Annie:  Thank you. Always a pleasure.

John: Is it time to relent and acknowledge the only way you’ll retire with solvency, with peace of mind, is by trading in that fancy expensive peppermint mocha for the giant red tub of coffee grounds? Because the best part of waking up is Folgers in your cup. Well, growing up in the Pacific Northwest, I was a huge Seattle sports fan. And of all my teams that I loved, the Mariners with Ken Griffey Jr., and the Seahawks with Bosworth and Largent, it was the Seattle Supersonics who really held that special place in my heart. And that’s why it was so disappointing to see the Sonics franchise sold and then moved to Oklahoma City, the franchise now known as The Thunder, the number one seed in the Western Conference, who has one of the great superstars in the league. It’s painful to watch as someone who lost their team. Well, the owner who sold the Sonics was Howard Schultz, founder of Starbucks, and there was a big push in Seattle to boycott Starbucks coffee.

And I was torn because coffee was one of the few things I actually like more than even the Sonics. Not to mention the fact that 10,000 people not buying Starbucks coffee probably isn’t going to bother a billionaire. Some financial experts are quick to point out that giving up a small daily expense, like coffee, could free up much needed money for your savings. The idea being that, over time, those tiny contributions that you’re redirecting away from a latte and to your investments add up in a sizeable way. For example, let’s suppose you spend $5 a day on a latte during the work week. But instead, you put that $25 a week, or $100 a month, into your 401(k).
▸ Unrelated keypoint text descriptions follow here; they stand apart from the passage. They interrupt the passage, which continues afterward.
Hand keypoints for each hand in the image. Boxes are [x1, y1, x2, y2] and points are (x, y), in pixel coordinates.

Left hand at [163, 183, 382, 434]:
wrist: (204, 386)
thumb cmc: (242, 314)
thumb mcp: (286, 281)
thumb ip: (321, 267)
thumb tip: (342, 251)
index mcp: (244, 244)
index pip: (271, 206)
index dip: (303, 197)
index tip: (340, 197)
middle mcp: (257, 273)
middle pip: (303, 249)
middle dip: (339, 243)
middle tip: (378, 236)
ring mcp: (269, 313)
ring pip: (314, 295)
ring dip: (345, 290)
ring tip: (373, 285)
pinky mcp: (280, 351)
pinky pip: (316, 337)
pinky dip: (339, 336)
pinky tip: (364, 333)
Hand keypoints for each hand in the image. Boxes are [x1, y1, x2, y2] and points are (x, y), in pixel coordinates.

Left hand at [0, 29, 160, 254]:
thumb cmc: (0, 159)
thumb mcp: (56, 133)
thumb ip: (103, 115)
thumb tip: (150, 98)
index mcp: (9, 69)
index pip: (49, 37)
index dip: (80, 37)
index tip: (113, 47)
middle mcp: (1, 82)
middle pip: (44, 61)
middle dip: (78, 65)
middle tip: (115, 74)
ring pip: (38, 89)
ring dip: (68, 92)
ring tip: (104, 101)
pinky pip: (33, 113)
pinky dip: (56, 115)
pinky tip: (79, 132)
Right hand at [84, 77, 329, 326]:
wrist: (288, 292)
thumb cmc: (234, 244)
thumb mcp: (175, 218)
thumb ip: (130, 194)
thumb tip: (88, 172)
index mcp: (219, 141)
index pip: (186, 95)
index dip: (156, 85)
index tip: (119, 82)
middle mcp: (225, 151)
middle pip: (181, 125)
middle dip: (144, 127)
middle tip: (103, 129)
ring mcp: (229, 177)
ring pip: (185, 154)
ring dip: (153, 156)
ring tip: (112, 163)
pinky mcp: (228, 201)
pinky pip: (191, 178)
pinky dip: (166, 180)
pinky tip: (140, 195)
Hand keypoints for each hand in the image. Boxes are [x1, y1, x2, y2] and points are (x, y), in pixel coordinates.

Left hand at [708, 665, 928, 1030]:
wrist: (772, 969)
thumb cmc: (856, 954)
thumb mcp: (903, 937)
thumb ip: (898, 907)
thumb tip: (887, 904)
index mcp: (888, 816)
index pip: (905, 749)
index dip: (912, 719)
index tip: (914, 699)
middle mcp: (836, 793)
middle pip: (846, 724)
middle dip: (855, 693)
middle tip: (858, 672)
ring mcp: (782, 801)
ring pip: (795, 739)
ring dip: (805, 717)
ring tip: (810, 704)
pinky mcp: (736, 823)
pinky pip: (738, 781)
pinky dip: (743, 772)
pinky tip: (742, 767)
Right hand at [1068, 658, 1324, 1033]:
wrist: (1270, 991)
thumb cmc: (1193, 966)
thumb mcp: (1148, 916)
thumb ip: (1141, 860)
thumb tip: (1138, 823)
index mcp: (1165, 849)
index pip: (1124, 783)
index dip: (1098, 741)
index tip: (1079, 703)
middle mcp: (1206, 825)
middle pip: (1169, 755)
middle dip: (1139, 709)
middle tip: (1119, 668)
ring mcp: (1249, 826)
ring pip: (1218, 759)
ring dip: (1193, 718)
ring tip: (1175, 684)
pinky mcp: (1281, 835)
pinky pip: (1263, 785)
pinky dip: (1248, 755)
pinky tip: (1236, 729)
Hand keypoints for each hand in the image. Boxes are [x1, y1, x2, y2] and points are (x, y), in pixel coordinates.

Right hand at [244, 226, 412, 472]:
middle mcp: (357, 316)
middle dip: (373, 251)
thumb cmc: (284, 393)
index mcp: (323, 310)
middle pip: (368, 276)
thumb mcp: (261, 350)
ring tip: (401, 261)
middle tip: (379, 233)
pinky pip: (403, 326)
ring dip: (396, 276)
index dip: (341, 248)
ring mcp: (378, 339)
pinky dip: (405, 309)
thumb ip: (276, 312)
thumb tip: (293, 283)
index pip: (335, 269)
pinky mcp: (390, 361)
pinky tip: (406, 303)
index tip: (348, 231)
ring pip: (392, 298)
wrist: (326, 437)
You do that over 40 years, and your investments generate an average annual return of 8%, which, by the way, is a little bit lower than the average stock market returns, historically, you would end up with $311,000, which is pretty staggering, and just speaks generally to the power of long-term exponential growth.

So if we stop there and that’s the end of the story, it’s like, “Wow, maybe that is a great idea, to pass on the pumpkin spice latte in the fall.” But while there’s a shred of truth to that, from a principle standpoint, giving up your daily coffee by no means is the only way obviously to build up your nest egg to improve your retirement situation. And if you’re like me and you love coffee, and it’s going to be a huge negative for 40 years of your life to not be able to sip on your hot beverage in the cup holder of your car, then maybe that’s not worth it. Here’s a better bet. If you’re struggling to find money for retirement savings, rethink not the small purchases, not the $5 per day purchase, but the big ones, the huge expenses.

The budget here within a family who’s nitpicking every single tiny expense isn’t wrong, it’s not that it doesn’t matter, and maybe once per year you are evaluating to see where you could cut back, what expenses aren’t bringing you joy or a lot of value, especially those subscription-based payments that you’re not even thinking about and are flying out of your account each month. But the far bigger impact are things like your house payment, what are you paying for a mortgage or rent, your car payment, or here in American culture, your car payments, plural, how much are you spending on vacations, on clothes, on entertainment? It’s the big items that make a massive difference in your retirement projections.

And remember, that’s only one side of the ledger. You know what also is a lot more important than whether or not you buy a latte? The income piece of the equation. Asking yourself questions like, “How can I make more money each month by increasing my skills, or potentially getting a promotion, or switching jobs to a higher paying one? That is usually a far better use of your energy and your efforts than isolating $125 per week expense. Because unless you make a million dollars per year and your preferred lifestyle is 50 grand, you’ll have to give up some things, making present sacrifices for your future benefit. But again, as a guy from Seattle who runs on caffeine, financial pundits, can we please stop singling out the lovable morning Americano? I’m begging you, please.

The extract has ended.